Świetny, szybki, ANGIELSKI. Dawno nie oglądałem filmu, który by mi tak szybko zleciał.
Zgadzam się z przed mówcą film jest bardzo fajny. Dobry do obejrzenia w deszczowe popołudnie. Jason Statham udowadnia, że poza kopiowaniem swojej kreacji z Transportera w kolejnych filmach, jest jeszcze zdolny do innych kreacji aktorskich. --- Edited 2008-12-30 ---
- dopiero teraz... Co tu duzo mowic - film wciaga, historia fajna i Statham jako glowny bohater. Jesli dodac ze podobno na faktach, to solidne
Well. Polecam. Fajnie to wszystko poskladane, fajny klimat Londynu lat 70. Kilka scen mnie rozmontowało (np. rozmowa burdel mamy z klientem po rabunku). Całośc się nie dłuży, podane w obsadzie prosto z Snatcha albo złożonej z innych, równie dobrych aktorów. Jedyne co to drażnił wątek miłosny - nuda i sztampa. W ogóle lubię historie z happyendem.

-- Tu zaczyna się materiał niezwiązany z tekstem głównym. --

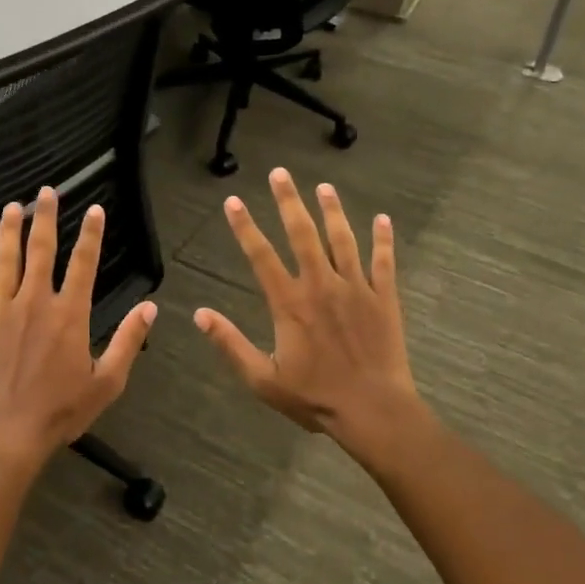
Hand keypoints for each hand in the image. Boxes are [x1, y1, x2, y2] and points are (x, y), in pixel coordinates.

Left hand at [0, 187, 156, 469]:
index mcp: (70, 314)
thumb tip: (150, 307)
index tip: (95, 208)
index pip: (84, 263)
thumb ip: (129, 340)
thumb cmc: (61, 411)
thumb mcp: (108, 381)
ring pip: (5, 262)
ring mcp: (2, 312)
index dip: (91, 234)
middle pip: (41, 251)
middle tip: (46, 191)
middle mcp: (36, 303)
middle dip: (46, 218)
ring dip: (9, 232)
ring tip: (12, 207)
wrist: (7, 434)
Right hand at [194, 168, 427, 469]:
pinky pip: (384, 261)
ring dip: (333, 211)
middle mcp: (321, 285)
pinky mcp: (384, 298)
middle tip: (280, 173)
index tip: (233, 201)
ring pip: (343, 240)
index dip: (245, 227)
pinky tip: (383, 219)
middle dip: (288, 201)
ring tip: (324, 187)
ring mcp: (356, 288)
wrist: (373, 410)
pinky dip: (384, 239)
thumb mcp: (263, 379)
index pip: (261, 256)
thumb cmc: (315, 397)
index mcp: (290, 303)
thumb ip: (230, 344)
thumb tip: (200, 315)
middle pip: (303, 234)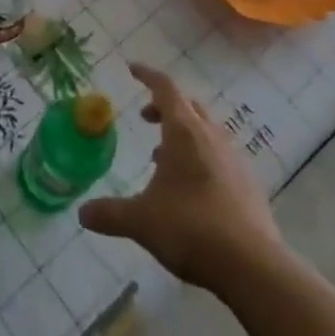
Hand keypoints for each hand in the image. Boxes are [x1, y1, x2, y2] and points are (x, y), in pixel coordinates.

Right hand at [78, 63, 284, 290]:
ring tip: (164, 159)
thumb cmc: (190, 228)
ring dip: (184, 135)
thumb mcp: (141, 221)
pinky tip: (192, 189)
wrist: (253, 266)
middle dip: (165, 107)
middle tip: (146, 119)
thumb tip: (82, 213)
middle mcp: (211, 136)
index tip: (132, 69)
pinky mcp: (249, 184)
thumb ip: (110, 214)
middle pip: (188, 106)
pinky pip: (221, 156)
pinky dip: (202, 158)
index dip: (147, 75)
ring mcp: (234, 159)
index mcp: (183, 132)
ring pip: (206, 131)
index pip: (165, 88)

Zaczyna się jak komedia łotrzykowska o nieco nieudacznych bandytach robiących skok życia ale potem robi się z tego całkiem na poważnie thriller. Swietnie (tzn. tak myślę, że świetnie, bo co niby mogę o tym wiedzieć?) pokazany klimat lat 70-ych, sporo gołych cycków (we współczesnym kinie jest za dużo krwi a za mało cycków) i fajna, charakterystyczna obsada. Statham przypomina, że jest aktorem a Saffron Burrows robi co do niej należy czyli ślicznie wygląda. Całość trzyma w napięciu, nie ma tu ani sekundy dłużyzny. Polski tytuł można odnieść podwójnie - do pokazanego włamania jak i samego filmu. Bo to taka klasyczna angielska filmowa robota.
- Świetne, brytyjskie kino akcji. Czuć na każdym kroku większe podobieństwo do Przekrętu czy Rocknrolli niż amerykańskich produkcji. Oczywiście nie ma tu aż takiego zakręcenia scenariusza jak w przypadku Guya Richiego. Niemniej - zdecydowanie warto obejrzeć.